La première rubrique « Le saviez-vous ? » a rappelé le rôle de l’échantillon représentatif dans l’éventail élargi des méthodes utilisées par les professionnels des études et de l’insight. Cette nouvelle rubrique clarifie deux notions clés de la nouvelle data, celles des données secondaires et des mesures passives.
Philippe Guilbert, expert Etudes auprès des organisations professionnelles (SYNTEC Conseil, ESOMAR), nous résume l’essentiel avec les liens de référence pour aller plus loin sur le sujet.
L’explication de Philippe Guilbert
L’essor des études online a suscité de nombreux débats dans les années 2000 avec des confusions qui ont progressivement disparu, au moins parmi les professionnels, grâce à un effort de clarification et de terminologie notamment. L’ère de la data bouleverse à nouveau le métier des études, mais là encore les confusions sont fréquentes… Les données secondaires et les mesures passives peuvent concerner des dispositifs distincts dans leurs objectifs, avec des cadres réglementaires opposés : il est indispensable de savoir les différencier !
Les données secondaires sont ainsi définies dans les documents de référence :
- La norme ISO 20252 revue en 2019 « Études de marché, études sociales et d’opinion, y compris insights et analytique de données » indique qu’il s’agit de données déjà collectées et disponibles via une autre source.
- Le code international ICC / ESOMAR (révision de 2016, traduction SYNTEC Etudes 2017) les désignent comme données collectées dans un autre but que la recherche et utilisées ultérieurement en recherche.

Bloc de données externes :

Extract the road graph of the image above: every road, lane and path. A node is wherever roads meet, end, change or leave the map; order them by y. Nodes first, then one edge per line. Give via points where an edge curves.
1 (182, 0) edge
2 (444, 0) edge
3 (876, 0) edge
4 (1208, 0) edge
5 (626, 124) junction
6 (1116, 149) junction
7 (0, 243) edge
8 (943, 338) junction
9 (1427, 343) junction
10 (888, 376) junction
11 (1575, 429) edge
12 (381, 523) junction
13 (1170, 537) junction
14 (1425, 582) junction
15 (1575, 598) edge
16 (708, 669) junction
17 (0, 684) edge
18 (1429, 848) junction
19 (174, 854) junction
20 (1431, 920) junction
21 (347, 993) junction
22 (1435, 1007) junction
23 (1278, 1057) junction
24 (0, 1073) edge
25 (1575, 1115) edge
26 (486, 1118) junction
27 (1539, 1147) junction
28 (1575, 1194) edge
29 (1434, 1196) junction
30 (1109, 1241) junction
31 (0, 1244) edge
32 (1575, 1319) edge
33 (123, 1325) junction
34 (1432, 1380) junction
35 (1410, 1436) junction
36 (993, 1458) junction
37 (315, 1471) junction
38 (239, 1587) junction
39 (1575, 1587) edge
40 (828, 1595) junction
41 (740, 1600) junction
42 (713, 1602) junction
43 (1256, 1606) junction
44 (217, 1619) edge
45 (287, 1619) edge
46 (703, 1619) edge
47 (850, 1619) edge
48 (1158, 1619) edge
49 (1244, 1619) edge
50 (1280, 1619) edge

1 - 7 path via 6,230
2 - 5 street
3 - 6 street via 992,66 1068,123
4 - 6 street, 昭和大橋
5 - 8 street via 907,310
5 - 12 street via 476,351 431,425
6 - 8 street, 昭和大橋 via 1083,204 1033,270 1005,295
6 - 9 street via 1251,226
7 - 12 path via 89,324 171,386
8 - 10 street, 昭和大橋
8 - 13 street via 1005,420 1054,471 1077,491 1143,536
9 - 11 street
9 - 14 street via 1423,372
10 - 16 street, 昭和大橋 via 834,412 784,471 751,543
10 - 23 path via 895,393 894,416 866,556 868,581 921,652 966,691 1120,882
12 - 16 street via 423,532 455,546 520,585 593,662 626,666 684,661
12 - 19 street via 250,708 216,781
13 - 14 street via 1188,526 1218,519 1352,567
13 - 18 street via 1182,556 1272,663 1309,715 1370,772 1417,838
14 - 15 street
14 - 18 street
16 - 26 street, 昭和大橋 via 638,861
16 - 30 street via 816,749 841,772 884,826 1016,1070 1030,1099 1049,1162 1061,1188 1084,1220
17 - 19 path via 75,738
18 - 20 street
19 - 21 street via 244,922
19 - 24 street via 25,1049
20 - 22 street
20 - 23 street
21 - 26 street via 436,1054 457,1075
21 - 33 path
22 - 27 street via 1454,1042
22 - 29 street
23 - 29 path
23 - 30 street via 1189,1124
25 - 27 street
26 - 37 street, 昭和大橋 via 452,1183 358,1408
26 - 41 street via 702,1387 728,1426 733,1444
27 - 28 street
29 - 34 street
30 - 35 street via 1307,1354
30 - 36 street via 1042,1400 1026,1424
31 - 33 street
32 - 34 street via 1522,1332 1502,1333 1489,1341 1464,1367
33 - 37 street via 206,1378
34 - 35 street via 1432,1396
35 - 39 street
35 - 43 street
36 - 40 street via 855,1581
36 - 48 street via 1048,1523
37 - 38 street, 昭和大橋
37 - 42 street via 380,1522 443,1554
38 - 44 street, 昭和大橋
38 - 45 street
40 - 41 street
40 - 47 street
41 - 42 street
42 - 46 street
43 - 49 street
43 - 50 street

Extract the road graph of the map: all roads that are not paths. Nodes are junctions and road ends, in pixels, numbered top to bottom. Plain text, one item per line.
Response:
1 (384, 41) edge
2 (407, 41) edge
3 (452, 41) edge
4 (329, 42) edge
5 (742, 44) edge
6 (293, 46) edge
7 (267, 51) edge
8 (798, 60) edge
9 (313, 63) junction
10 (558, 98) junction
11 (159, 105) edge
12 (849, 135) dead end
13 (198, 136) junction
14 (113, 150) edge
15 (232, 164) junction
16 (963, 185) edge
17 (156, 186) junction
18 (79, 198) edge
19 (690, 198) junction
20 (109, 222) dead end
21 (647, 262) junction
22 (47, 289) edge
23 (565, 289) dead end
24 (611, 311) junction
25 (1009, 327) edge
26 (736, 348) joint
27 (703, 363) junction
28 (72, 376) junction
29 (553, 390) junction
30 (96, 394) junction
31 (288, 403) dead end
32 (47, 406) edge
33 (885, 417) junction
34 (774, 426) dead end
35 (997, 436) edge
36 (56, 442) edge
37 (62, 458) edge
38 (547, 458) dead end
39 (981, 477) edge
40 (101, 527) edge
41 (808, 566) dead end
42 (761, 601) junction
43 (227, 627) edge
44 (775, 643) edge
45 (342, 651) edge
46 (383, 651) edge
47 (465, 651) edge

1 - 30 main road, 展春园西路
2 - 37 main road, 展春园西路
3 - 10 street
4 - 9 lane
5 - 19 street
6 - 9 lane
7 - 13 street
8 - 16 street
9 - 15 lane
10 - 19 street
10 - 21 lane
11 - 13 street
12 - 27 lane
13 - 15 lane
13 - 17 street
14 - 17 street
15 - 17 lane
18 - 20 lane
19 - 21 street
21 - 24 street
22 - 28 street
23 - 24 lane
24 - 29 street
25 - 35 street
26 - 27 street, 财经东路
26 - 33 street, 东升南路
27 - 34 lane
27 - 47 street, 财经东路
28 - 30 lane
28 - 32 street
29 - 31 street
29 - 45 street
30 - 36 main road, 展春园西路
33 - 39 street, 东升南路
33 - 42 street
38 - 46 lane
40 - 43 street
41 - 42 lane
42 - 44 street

Elles s’opposent aux données primaires collectées directement à des fins d’étude. Cette distinction primaire/secondaire se retrouve dans la catégorisation classique d’étude primaire (avec phase terrain) et étude secondaire (à partir de données et rapports existants). Les données secondaires ont souvent l’avantage d’être rapidement disponibles et bon marché, mais elles pouvaient être assez éloignées de l’information recherchée et trop anciennes pour couvrir les dernières tendances. Avec le big data et la transformation numérique des entreprises, ces données secondaires ont explosé en volume, variété et vitesse. Il ne s’agit plus de résultats publiés, mais de données individuelles et souvent non-structurées qui exigent de nouvelles compétences d’analyse. En devenant granulaire et en temps réel, cette data constitue un formidable base de recherche d’insights.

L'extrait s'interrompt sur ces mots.